▶ Assignment
How many lines in the records below hold the string "Dealul"? Please answer with the number and nothing more.

▶ Records provided
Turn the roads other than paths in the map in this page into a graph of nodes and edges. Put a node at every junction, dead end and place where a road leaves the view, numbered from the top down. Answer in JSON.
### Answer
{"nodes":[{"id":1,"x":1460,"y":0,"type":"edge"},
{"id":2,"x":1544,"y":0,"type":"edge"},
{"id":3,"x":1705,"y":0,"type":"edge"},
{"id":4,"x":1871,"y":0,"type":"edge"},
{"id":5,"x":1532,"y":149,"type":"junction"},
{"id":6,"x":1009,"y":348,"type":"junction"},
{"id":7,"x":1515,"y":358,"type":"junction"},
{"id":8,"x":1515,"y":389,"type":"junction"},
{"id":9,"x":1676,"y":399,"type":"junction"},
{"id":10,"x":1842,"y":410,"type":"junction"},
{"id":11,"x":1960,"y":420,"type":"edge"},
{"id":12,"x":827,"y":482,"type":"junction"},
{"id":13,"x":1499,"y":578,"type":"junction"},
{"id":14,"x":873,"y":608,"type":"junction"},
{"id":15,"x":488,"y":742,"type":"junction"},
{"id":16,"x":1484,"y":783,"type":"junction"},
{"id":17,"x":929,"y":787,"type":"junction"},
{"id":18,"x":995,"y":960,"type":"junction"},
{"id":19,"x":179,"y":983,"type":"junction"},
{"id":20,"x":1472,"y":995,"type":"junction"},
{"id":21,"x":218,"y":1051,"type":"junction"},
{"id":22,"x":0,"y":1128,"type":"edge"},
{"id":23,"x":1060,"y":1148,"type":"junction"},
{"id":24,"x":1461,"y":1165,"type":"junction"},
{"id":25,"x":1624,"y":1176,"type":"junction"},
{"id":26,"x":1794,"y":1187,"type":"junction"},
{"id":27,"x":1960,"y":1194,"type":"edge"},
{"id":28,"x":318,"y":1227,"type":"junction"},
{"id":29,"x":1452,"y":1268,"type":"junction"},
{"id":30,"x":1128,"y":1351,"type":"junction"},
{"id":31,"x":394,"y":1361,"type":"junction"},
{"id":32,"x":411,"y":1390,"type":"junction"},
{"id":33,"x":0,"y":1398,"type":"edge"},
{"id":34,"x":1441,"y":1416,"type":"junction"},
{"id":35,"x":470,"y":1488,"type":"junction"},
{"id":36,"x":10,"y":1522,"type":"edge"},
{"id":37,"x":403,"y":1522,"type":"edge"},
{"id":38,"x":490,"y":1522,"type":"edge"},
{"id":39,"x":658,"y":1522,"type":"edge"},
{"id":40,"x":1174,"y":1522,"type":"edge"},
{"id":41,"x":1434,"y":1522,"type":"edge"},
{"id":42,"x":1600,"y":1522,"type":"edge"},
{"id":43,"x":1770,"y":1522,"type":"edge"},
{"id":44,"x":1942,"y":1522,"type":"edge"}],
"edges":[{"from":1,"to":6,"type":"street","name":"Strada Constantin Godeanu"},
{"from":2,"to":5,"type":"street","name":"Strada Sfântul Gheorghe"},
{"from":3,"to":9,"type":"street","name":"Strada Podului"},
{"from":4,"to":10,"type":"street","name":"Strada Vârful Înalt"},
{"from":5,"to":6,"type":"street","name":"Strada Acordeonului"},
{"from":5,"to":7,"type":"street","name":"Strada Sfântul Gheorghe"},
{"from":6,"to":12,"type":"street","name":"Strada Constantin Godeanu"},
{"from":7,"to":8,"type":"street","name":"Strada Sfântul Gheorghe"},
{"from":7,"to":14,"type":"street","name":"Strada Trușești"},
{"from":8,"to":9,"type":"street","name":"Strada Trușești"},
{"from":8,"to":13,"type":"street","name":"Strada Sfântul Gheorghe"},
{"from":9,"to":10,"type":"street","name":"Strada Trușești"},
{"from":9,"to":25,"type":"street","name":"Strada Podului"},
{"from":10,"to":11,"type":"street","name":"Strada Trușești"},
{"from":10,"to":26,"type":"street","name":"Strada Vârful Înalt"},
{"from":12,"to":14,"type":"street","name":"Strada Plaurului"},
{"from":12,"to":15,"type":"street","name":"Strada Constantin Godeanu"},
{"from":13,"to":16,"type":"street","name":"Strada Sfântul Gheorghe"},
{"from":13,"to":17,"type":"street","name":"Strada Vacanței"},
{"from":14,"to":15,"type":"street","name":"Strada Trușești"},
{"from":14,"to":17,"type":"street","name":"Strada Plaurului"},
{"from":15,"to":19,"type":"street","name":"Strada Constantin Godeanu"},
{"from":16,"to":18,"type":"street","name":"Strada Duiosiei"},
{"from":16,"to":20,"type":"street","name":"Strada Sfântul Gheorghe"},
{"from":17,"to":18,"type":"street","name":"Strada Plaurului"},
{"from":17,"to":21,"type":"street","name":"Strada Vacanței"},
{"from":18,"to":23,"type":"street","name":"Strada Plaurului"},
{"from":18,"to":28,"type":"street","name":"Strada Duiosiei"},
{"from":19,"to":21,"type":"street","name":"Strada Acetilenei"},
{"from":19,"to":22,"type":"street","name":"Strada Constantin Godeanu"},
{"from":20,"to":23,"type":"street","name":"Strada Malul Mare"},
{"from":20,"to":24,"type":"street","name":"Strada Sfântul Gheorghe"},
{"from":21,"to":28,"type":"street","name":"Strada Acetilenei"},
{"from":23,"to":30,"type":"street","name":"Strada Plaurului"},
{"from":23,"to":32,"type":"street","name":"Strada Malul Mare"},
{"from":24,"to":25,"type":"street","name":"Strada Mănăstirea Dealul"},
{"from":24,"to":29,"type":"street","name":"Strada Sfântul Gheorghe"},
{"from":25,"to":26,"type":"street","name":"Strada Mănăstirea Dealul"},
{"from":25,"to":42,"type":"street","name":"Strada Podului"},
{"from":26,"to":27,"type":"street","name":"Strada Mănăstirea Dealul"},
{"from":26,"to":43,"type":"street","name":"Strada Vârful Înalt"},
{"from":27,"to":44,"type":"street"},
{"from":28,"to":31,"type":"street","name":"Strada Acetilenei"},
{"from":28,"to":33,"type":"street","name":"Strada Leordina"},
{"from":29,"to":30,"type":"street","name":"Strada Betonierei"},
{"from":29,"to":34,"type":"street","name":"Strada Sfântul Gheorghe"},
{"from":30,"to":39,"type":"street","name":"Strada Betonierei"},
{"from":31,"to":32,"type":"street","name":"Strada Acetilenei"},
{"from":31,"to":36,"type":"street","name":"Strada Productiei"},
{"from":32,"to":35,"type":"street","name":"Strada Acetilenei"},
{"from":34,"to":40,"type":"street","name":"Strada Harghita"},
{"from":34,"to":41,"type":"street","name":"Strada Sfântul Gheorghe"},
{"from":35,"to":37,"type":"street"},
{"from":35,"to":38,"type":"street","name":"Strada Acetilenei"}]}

▶ Finished task
3